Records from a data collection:
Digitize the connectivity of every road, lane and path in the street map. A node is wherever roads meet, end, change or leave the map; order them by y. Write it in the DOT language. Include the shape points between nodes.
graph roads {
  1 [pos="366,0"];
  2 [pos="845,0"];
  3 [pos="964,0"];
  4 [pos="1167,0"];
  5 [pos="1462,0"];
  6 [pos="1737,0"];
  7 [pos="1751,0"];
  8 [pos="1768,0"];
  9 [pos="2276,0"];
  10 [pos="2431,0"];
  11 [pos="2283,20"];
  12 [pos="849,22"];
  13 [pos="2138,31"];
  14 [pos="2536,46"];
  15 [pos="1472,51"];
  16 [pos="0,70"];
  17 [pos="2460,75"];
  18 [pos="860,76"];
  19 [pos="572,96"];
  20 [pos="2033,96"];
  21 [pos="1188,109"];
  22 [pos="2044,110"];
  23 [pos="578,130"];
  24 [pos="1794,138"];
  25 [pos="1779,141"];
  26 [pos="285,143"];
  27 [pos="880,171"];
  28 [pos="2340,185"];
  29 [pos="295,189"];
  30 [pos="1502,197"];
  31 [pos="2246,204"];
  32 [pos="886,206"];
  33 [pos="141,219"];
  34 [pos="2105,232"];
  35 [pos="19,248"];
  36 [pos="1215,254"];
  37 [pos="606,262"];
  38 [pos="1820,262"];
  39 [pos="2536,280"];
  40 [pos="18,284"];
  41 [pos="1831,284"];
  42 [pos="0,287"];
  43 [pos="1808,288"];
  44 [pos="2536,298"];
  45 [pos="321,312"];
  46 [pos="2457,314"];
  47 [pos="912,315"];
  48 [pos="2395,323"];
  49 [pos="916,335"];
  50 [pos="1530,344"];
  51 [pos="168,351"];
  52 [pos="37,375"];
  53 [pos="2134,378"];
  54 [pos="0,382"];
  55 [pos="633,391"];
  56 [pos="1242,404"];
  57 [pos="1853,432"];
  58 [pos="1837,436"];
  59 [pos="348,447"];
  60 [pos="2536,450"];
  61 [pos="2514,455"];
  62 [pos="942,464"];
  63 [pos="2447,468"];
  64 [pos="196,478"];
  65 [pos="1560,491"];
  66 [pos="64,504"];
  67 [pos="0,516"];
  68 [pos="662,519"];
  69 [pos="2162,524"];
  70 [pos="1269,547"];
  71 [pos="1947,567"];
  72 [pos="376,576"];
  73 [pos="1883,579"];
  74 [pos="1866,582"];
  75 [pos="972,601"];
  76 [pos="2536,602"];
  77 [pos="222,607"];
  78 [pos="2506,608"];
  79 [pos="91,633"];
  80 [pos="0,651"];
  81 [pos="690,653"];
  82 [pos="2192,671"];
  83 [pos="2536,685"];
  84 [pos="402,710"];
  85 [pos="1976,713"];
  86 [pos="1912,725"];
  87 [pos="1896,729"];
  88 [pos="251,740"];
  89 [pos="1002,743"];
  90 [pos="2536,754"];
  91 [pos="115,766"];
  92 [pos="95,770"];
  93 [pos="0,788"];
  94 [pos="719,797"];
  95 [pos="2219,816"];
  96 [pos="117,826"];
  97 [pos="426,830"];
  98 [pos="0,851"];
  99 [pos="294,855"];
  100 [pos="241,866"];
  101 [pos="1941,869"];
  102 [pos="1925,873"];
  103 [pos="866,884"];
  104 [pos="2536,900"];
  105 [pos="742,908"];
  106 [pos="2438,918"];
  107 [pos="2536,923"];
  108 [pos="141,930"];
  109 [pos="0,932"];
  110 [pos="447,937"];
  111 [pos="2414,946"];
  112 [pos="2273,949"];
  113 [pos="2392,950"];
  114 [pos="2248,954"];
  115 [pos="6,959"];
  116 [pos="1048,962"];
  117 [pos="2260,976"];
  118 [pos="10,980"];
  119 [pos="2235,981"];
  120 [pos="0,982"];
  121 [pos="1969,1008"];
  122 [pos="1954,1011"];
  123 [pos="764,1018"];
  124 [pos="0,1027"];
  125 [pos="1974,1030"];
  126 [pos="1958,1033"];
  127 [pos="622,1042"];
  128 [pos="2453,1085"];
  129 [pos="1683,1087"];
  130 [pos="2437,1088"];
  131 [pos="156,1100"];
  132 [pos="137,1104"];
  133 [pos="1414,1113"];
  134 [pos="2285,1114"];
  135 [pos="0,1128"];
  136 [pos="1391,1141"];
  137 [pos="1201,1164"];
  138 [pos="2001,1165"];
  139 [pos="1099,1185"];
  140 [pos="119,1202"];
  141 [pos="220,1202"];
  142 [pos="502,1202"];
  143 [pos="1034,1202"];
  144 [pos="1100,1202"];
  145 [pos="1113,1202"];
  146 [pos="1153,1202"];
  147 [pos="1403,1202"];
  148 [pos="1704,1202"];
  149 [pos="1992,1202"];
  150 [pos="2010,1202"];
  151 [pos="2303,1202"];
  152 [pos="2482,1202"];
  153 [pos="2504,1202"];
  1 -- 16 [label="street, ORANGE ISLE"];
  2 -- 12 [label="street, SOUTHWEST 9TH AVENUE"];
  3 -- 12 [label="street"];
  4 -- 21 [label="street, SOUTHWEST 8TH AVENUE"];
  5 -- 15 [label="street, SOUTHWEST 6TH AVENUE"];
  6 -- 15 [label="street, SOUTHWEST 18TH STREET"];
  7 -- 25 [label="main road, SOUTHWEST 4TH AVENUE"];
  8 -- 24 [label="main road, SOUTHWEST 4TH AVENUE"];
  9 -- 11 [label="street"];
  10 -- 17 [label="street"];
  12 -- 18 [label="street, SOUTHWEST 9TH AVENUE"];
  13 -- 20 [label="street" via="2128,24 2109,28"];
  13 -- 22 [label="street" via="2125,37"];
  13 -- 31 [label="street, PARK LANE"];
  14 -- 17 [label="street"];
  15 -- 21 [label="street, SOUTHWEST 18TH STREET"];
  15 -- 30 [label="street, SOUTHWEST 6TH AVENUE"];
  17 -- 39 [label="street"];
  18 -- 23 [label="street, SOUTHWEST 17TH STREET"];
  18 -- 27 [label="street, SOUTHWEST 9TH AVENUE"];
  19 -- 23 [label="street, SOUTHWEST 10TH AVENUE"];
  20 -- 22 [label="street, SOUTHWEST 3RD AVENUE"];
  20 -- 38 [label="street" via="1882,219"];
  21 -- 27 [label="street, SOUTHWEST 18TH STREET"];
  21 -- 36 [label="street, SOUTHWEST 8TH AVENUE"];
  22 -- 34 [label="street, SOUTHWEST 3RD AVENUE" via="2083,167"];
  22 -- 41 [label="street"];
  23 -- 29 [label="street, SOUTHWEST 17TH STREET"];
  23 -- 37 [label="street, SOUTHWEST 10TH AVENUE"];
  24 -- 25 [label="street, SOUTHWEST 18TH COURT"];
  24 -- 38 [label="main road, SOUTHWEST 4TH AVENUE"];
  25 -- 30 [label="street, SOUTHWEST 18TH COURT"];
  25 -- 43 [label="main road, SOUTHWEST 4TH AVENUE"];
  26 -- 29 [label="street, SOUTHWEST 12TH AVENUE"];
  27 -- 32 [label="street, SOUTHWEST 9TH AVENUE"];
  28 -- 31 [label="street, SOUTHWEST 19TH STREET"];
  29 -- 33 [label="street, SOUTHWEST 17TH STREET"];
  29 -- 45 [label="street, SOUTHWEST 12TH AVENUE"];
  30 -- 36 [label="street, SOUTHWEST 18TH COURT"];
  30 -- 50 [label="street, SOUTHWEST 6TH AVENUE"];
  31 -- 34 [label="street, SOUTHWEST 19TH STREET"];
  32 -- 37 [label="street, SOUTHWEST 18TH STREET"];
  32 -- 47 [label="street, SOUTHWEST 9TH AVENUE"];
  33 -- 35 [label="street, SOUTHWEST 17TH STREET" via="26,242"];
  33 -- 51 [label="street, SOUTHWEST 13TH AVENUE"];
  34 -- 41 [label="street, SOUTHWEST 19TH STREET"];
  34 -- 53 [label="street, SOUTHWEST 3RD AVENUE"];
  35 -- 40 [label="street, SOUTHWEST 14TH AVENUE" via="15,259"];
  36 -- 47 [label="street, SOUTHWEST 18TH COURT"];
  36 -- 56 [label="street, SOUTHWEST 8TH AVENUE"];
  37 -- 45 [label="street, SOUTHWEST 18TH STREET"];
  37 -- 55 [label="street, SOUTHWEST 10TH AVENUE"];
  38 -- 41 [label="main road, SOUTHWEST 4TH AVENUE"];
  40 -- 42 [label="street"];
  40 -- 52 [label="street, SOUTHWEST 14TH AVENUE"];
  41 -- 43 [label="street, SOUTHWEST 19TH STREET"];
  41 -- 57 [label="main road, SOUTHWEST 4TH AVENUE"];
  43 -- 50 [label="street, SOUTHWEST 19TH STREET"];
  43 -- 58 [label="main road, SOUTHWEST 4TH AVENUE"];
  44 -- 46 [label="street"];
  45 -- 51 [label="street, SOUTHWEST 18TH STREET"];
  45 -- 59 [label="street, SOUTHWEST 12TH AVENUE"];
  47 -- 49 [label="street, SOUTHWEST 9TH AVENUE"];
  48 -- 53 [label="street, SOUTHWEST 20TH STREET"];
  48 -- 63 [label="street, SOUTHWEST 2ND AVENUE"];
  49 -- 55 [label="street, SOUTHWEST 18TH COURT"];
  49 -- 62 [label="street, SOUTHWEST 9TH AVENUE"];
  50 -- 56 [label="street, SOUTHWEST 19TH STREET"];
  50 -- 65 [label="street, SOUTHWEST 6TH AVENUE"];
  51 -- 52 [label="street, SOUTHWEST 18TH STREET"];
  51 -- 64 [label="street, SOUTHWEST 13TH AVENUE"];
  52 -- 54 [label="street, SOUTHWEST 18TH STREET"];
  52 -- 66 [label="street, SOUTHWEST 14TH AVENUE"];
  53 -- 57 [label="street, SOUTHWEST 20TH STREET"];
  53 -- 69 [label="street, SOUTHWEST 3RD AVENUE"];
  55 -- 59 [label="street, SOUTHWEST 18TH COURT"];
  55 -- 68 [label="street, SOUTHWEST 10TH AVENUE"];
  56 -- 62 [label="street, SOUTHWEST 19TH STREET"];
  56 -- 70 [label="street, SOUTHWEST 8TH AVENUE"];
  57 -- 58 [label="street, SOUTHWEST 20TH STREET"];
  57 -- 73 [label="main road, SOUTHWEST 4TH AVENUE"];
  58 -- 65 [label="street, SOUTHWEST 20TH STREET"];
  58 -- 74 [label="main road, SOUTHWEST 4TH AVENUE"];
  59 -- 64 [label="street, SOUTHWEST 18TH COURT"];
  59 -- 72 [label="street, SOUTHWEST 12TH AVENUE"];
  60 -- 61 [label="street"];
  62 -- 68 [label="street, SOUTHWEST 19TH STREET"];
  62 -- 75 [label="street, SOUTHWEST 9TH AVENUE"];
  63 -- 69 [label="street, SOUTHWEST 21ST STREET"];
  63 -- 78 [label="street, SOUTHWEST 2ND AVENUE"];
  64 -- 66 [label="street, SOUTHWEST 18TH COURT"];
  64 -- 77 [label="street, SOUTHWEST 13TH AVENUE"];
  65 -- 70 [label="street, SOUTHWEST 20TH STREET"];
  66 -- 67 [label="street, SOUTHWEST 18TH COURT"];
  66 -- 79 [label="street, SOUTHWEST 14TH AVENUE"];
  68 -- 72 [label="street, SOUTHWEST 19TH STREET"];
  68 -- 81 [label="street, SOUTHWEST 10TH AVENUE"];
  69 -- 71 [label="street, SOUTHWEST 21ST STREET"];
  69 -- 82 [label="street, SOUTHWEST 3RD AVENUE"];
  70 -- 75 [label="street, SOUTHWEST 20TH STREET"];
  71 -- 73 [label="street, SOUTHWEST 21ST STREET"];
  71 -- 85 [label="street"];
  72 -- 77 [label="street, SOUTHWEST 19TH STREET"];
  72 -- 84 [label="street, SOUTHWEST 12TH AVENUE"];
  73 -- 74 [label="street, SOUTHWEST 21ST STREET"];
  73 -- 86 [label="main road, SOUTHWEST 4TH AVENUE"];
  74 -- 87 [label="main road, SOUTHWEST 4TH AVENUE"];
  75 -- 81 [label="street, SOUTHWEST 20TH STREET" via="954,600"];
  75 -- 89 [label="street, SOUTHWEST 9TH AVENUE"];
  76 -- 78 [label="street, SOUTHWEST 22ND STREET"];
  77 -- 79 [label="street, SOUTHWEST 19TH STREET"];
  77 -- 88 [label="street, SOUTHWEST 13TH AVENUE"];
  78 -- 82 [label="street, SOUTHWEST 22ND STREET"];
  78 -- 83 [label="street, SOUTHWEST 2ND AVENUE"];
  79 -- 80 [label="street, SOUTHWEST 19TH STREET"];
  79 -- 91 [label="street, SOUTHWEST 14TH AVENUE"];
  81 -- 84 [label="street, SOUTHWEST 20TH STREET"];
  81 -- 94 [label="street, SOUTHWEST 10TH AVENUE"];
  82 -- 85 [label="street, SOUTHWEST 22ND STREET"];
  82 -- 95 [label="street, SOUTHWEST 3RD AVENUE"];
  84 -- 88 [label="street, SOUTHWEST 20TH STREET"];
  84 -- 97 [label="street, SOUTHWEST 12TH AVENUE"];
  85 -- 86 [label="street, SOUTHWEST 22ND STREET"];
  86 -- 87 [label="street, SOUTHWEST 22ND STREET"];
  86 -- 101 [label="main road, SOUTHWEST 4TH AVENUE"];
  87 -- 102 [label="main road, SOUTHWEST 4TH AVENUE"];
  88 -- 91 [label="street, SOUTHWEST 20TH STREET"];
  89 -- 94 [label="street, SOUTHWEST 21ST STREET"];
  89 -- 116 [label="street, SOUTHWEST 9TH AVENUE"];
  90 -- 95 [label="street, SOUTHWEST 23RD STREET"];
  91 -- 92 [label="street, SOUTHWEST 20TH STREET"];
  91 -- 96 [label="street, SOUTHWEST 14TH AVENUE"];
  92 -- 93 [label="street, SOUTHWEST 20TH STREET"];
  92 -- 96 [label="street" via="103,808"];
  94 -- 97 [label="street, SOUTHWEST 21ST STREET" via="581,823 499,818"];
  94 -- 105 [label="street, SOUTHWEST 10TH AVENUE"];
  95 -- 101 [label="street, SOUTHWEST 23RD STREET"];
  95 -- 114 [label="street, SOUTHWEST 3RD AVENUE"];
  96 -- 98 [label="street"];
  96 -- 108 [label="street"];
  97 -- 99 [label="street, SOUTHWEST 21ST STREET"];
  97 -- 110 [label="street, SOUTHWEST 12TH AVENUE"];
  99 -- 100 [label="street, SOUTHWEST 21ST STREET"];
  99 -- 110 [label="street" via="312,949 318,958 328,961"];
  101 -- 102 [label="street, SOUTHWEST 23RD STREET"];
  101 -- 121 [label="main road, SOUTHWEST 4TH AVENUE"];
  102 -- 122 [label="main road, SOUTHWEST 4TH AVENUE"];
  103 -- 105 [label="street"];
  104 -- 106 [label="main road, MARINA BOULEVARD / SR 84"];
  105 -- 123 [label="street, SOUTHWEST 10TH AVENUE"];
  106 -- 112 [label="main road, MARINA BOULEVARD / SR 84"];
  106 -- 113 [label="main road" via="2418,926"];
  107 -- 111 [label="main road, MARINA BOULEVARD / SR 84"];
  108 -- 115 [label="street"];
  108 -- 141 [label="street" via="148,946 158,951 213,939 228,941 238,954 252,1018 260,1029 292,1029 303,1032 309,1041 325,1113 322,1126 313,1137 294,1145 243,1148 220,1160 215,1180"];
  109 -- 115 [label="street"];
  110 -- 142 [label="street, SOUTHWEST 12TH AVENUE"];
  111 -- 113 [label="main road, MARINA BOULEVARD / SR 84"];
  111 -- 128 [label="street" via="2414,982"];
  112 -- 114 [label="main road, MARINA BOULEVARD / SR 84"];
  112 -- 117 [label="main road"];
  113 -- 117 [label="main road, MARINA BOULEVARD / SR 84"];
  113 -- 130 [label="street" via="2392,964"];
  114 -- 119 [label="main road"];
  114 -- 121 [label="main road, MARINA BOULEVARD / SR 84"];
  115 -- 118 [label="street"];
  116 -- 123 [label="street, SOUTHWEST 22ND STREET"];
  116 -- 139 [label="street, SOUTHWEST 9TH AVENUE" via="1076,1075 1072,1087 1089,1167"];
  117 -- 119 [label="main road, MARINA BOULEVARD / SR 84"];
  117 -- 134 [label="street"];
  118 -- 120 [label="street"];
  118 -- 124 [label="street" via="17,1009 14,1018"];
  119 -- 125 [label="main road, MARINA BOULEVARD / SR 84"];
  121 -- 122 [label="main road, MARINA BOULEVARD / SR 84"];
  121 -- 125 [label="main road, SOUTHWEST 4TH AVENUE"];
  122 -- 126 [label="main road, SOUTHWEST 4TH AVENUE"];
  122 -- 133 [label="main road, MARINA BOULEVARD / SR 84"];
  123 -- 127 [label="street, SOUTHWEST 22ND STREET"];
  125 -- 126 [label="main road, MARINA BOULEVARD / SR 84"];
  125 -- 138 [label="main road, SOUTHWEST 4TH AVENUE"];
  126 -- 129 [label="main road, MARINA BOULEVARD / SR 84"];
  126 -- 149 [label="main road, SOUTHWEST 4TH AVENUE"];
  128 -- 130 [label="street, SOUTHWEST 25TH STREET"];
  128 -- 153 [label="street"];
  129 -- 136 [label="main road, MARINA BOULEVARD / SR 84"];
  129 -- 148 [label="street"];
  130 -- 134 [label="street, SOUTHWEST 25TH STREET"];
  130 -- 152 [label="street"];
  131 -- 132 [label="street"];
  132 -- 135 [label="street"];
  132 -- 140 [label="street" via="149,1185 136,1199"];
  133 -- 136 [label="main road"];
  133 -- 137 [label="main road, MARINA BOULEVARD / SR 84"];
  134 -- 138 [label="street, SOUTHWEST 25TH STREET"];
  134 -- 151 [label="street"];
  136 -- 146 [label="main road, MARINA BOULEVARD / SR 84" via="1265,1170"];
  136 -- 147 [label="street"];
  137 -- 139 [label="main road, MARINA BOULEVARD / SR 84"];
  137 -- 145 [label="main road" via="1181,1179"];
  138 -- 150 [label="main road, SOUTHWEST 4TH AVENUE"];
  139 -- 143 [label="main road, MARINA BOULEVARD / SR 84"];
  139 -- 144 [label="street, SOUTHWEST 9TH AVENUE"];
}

Directions for this task: Your answer is a single number: the count of lines in the records holding the string "COURT".

Result for this task: 9